Padahal, aksi pencurian barang bukti korupsi yang dilakukan personil KPK adalah
kejahatan yang lebih bejat dari korupsi itu sendiri.
Seharusnya hukumannya lebih berat, kata Neta, yakni hukuman
mati dan dipermalukan terlebih dahulu dengan rompi oranye serta dipublis di
depan media massa. Artinya, pemecatan terhadap IGAS tidak akan membuat jera.
Tapi akan menjadi preseden yang bukan mustahil akan ditiru personil lain.
Nera mengatakan terbukti aksi memalukan insan KPK kembali
terjadi. Kali ini, oknum penyidik KPK dari Polri diduga memeras Walikota
Tanjungbalai, Sumatera Utara, Syahrial sebesar Rp 1,5 miliar. Polisi dan KPK
kemudian menangkap AKP SR pada Selasa (20/4/2021) lalu. Saat ini AKP SR ditahan
di propam Polri.
IPW mendesak KPK segera memakaikannya rompi oranye dan
digelar di depan media massa. Jangan sampai AKP SR hanya dikenakan sidang etik
dan kembali aktif menjadi polisi.
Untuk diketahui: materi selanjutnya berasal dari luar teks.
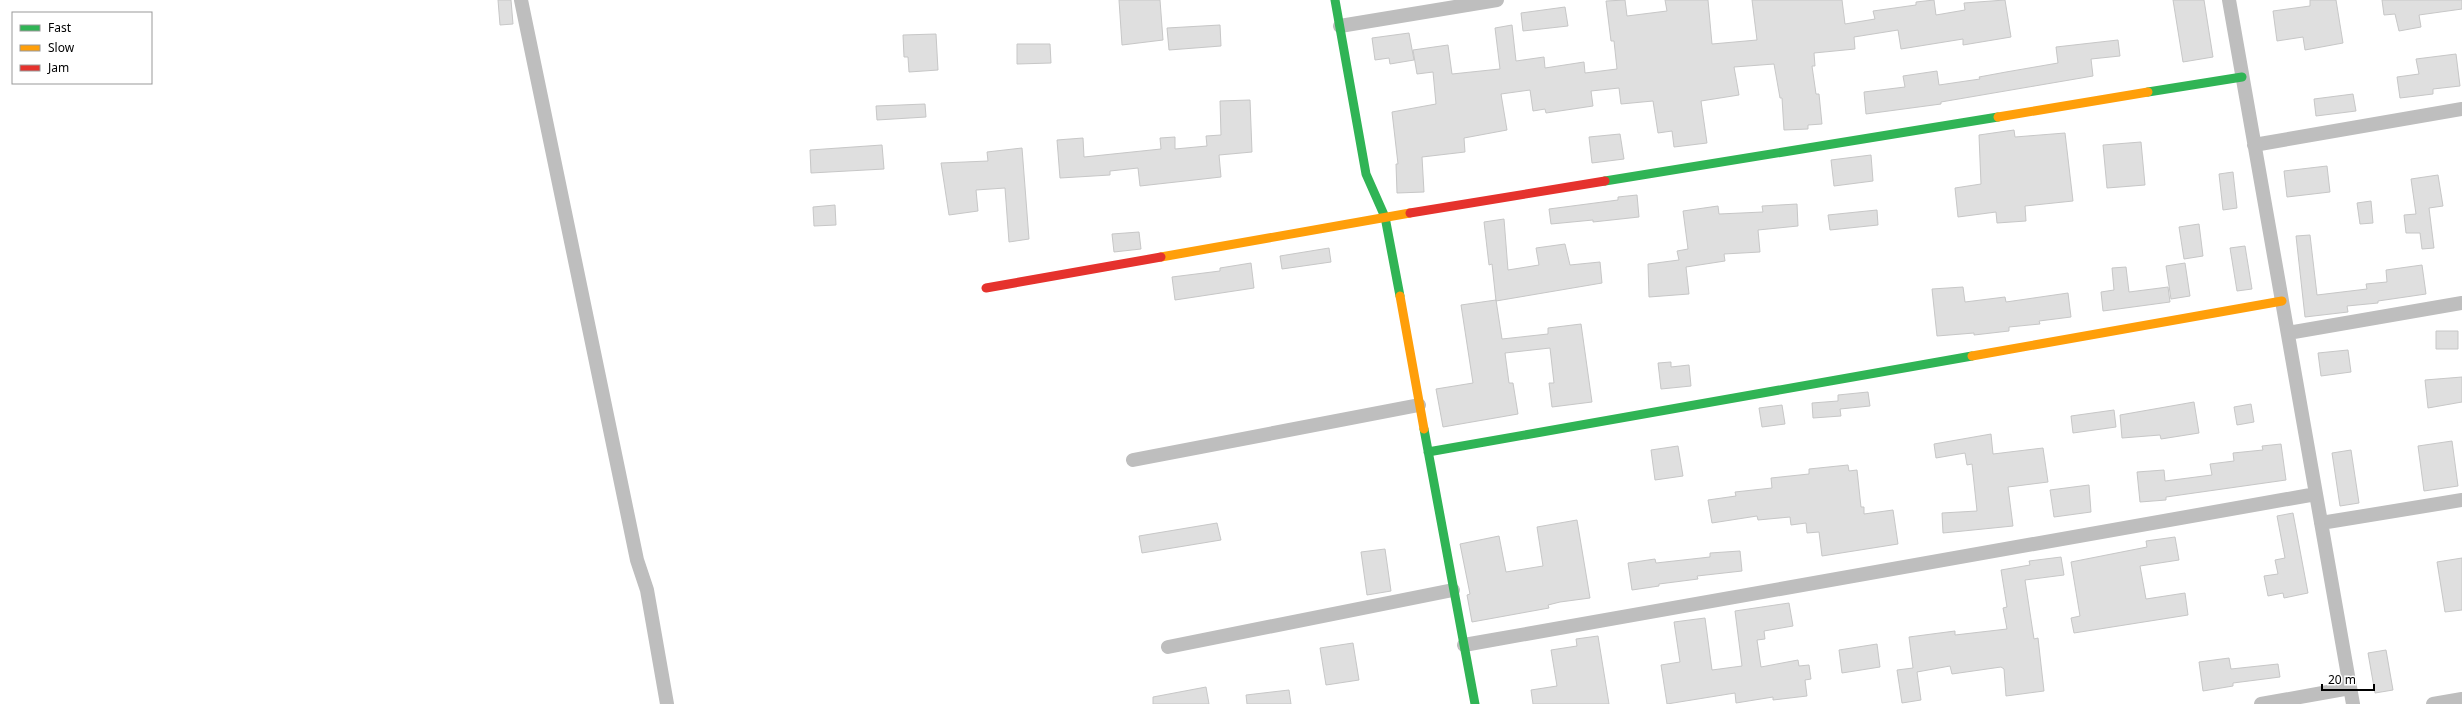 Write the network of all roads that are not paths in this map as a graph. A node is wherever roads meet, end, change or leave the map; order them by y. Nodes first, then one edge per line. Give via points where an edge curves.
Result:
1 (521, 0) edge
2 (1335, 0) edge
3 (1497, 0) edge
4 (2229, 0) edge
5 (1340, 26) junction
6 (2242, 77) junction
7 (2462, 109) edge
8 (2254, 145) junction
9 (1385, 217) junction
10 (986, 288) dead end
11 (2282, 301) junction
12 (2462, 303) edge
13 (2288, 333) junction
14 (1419, 405) junction
15 (1428, 452) junction
16 (1133, 460) dead end
17 (2316, 494) junction
18 (2462, 500) edge
19 (2321, 523) junction
20 (1453, 590) junction
21 (1464, 645) junction
22 (1168, 647) dead end
23 (2350, 688) junction
24 (2462, 699) edge
25 (667, 704) edge
26 (1475, 704) edge
27 (2260, 704) edge
28 (2353, 704) edge
29 (2433, 704) edge

1 - 25 street via 637,560 647,590
2 - 5 street
3 - 5 street
4 - 6 street
5 - 9 street via 1366,174
6 - 8 street
6 - 9 street
7 - 8 street
8 - 11 street
9 - 10 street
9 - 14 street
11 - 13 street
11 - 15 street
12 - 13 street
13 - 17 street
14 - 15 street
14 - 16 street
15 - 20 street
17 - 19 street
17 - 21 street
18 - 19 street
19 - 23 street
20 - 21 street
20 - 22 street
21 - 26 street
23 - 27 street
23 - 28 street
24 - 29 street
Padahal kejahatan yang diduga dilakukannya
telah menghancurkan kepercayaan publik pada KPK dan lebih bejat dari koruptor
itu sendiri, sehingga layak dihukum mati.
Menurut Neta, jika IGAS proses hukumnya tidak transparan,
jika AKP SR juga proses hukumnya tidak transparan, publik pun akan makin tidak
percaya pada KPK. Bahkan, dengan adanya dua kasus ini publik akan menilai kok
KPK saat ini bisa diisi oleh pencuri dan tukang peras.
“Jika sudah begini buat apa lagi ada KPK di negeri ini?
Bukankah KPK dibubarkan saja karena tidak bisa menjaga marwahnya. Sebab itu
biar ada efek jera, AKP harus diambil KPK dan dikenakan rompi oranye serta
dipajang di depan media, seperti koruptor lainnya,” tutur Neta.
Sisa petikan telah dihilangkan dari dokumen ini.